» Exercise details: Please copy every line with the string "pixels" from the entries below.
Source data Block Start
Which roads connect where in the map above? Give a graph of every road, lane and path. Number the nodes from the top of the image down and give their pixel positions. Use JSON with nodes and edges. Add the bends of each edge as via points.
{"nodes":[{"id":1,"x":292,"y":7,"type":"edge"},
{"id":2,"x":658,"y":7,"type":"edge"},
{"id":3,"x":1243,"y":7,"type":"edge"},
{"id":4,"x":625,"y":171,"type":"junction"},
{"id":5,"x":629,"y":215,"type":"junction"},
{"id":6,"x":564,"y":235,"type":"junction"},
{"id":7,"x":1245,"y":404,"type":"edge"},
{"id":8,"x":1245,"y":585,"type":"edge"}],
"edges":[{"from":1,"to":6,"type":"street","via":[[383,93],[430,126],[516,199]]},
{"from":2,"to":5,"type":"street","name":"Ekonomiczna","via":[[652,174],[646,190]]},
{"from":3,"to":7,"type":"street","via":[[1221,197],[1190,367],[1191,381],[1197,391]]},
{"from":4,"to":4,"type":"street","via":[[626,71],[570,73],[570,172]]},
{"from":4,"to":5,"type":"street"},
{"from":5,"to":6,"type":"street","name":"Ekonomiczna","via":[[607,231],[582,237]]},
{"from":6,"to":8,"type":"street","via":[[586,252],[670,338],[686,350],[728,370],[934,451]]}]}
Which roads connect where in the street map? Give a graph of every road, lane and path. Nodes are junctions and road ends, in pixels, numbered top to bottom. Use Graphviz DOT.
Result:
Source data Block End
Source data Block Start
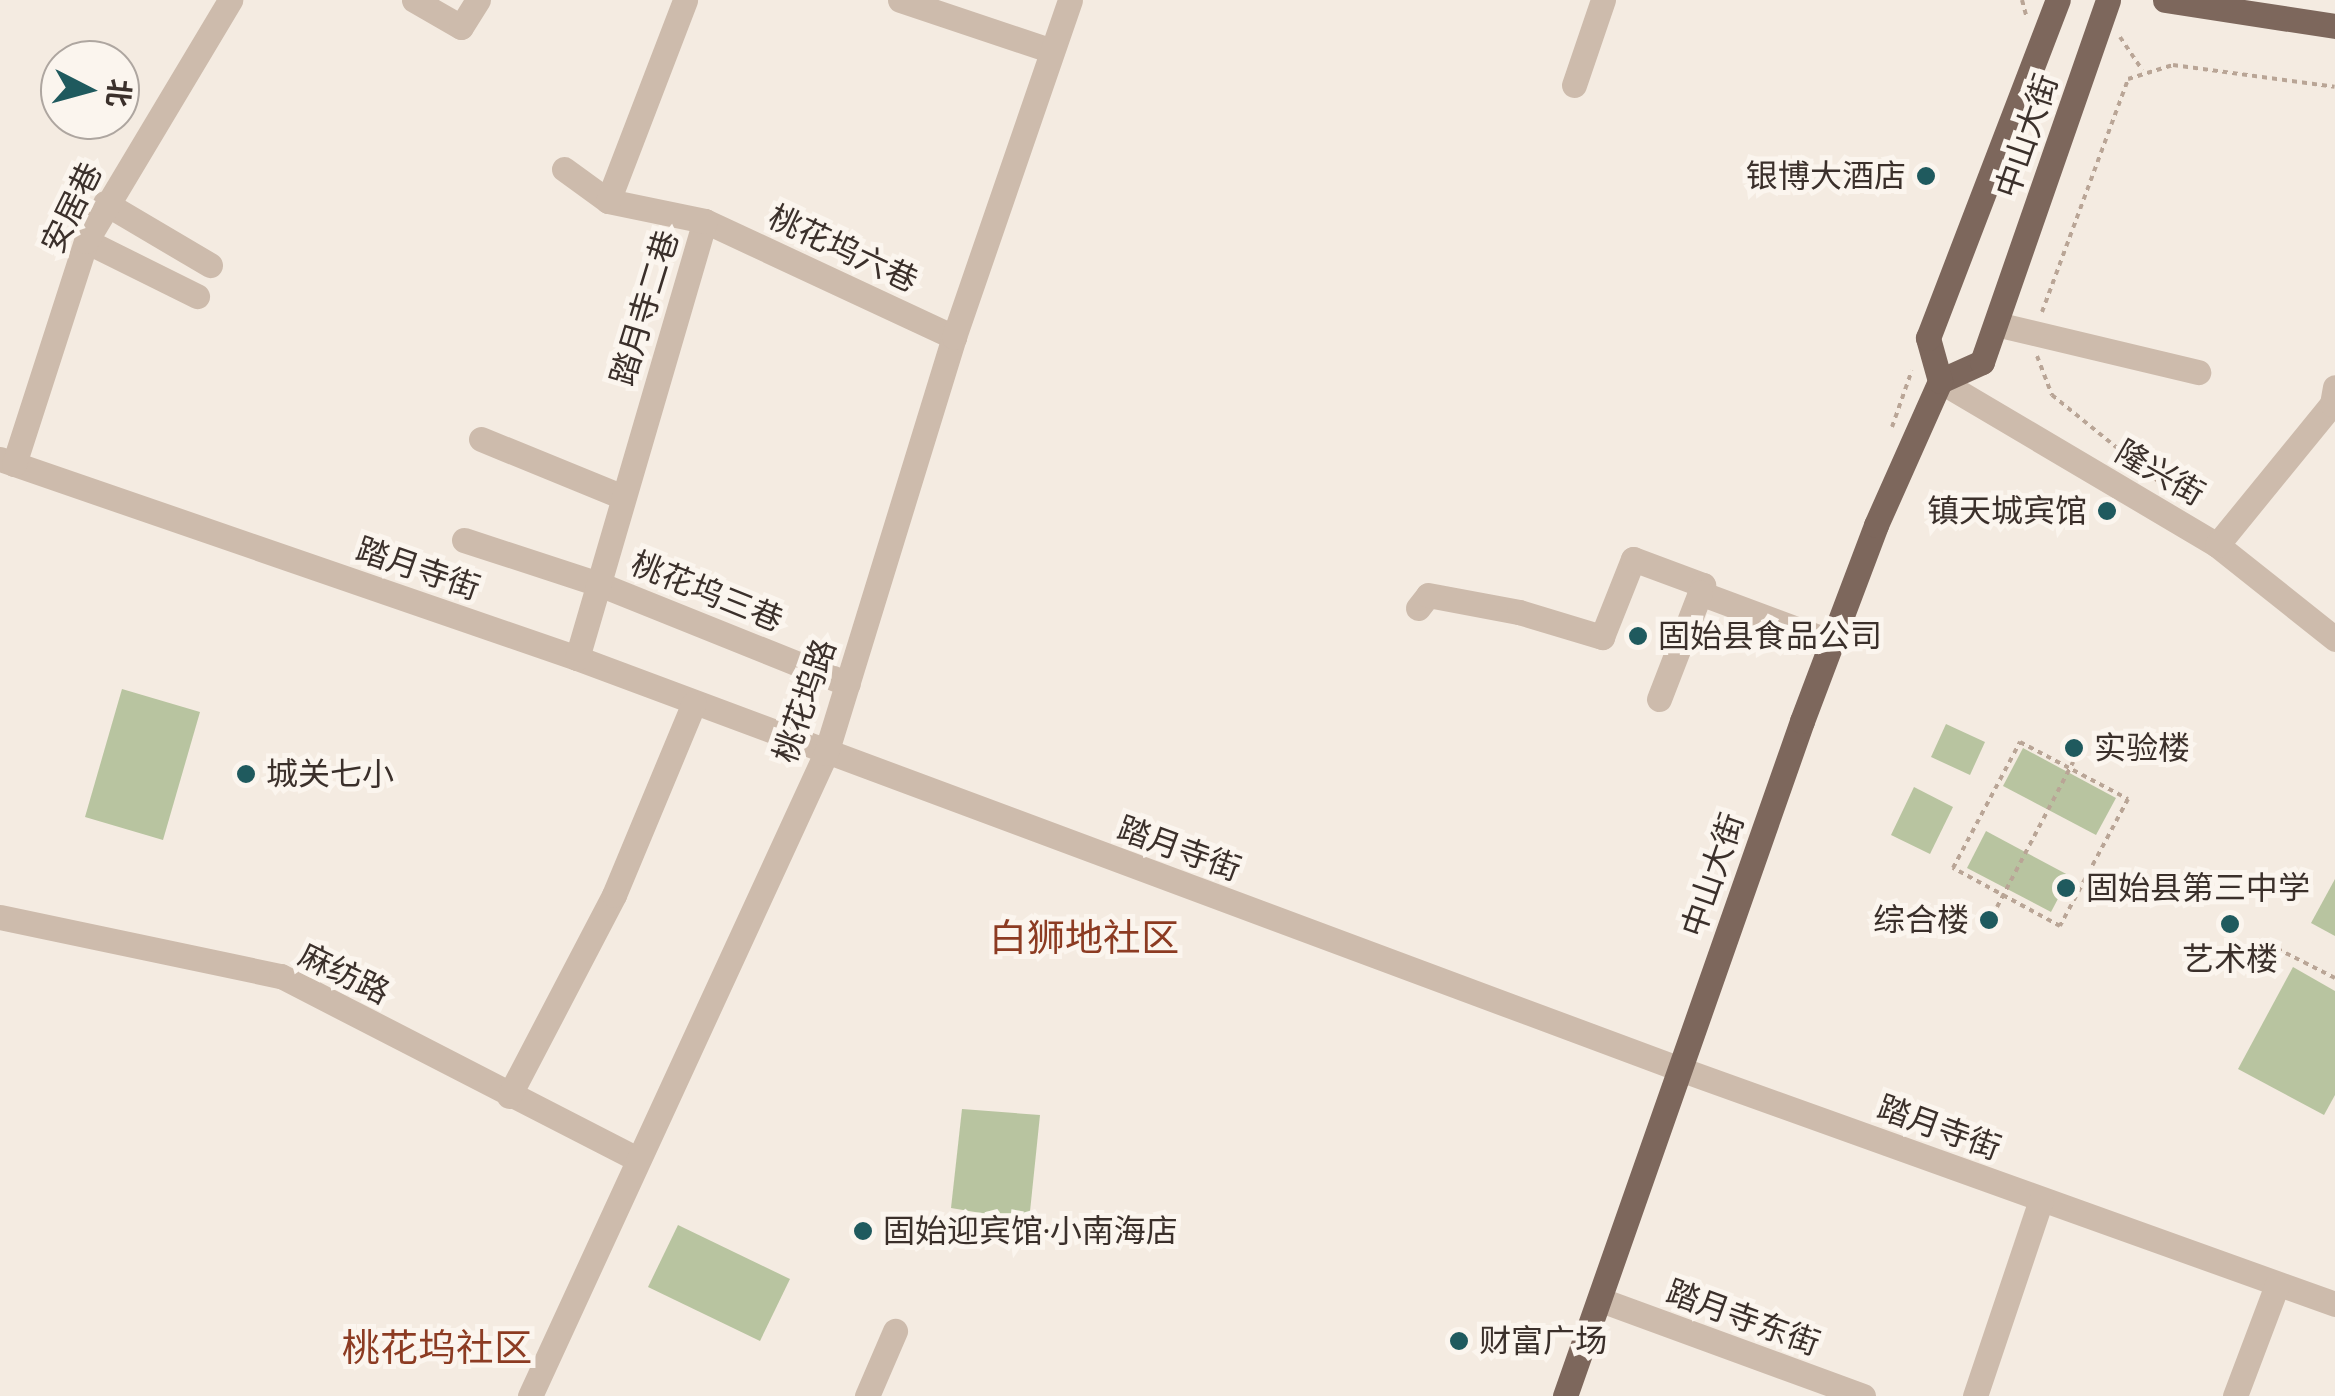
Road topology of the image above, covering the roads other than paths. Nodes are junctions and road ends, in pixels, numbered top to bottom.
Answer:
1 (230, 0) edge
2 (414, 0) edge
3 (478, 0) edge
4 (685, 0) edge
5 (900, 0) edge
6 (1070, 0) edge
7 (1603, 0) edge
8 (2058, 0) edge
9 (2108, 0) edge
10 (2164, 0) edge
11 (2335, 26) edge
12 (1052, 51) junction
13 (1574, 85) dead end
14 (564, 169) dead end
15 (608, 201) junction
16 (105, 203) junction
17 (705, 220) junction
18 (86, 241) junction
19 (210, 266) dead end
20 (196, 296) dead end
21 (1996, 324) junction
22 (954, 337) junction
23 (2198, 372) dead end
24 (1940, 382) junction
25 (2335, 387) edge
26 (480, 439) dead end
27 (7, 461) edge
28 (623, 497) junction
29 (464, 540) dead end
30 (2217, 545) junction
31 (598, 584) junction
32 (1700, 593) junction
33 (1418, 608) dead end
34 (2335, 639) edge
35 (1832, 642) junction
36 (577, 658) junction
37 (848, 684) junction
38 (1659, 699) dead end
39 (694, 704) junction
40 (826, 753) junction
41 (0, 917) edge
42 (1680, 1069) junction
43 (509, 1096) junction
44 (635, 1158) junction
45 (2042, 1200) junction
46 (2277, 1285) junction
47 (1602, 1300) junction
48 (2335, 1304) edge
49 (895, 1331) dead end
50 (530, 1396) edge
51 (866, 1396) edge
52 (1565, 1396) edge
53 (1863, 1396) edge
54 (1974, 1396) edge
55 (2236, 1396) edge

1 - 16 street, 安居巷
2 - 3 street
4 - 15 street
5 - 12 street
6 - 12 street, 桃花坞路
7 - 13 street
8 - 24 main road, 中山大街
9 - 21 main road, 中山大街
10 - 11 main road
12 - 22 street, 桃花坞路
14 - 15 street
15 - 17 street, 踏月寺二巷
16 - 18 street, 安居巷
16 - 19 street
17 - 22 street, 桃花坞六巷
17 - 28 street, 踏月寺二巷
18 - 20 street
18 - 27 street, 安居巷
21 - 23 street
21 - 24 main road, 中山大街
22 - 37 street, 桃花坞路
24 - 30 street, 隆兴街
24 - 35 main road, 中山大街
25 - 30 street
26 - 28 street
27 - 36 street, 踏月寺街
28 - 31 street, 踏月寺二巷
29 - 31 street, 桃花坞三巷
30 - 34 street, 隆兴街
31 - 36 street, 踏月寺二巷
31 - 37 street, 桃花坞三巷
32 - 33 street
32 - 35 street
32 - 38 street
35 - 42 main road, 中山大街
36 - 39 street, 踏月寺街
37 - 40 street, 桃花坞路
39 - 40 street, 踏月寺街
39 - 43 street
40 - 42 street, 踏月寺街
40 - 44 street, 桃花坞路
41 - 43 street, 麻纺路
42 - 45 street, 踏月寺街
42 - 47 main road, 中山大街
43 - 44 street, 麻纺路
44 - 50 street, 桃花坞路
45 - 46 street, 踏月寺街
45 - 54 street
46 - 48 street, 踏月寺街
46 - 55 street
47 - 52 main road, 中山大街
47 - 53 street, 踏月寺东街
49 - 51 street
Source data Block End
» Response area:
Which roads connect where in the street map? Give a graph of every road, lane and path. Nodes are junctions and road ends, in pixels, numbered top to bottom. Use Graphviz DOT.
Road topology of the image above, covering the roads other than paths. Nodes are junctions and road ends, in pixels, numbered top to bottom.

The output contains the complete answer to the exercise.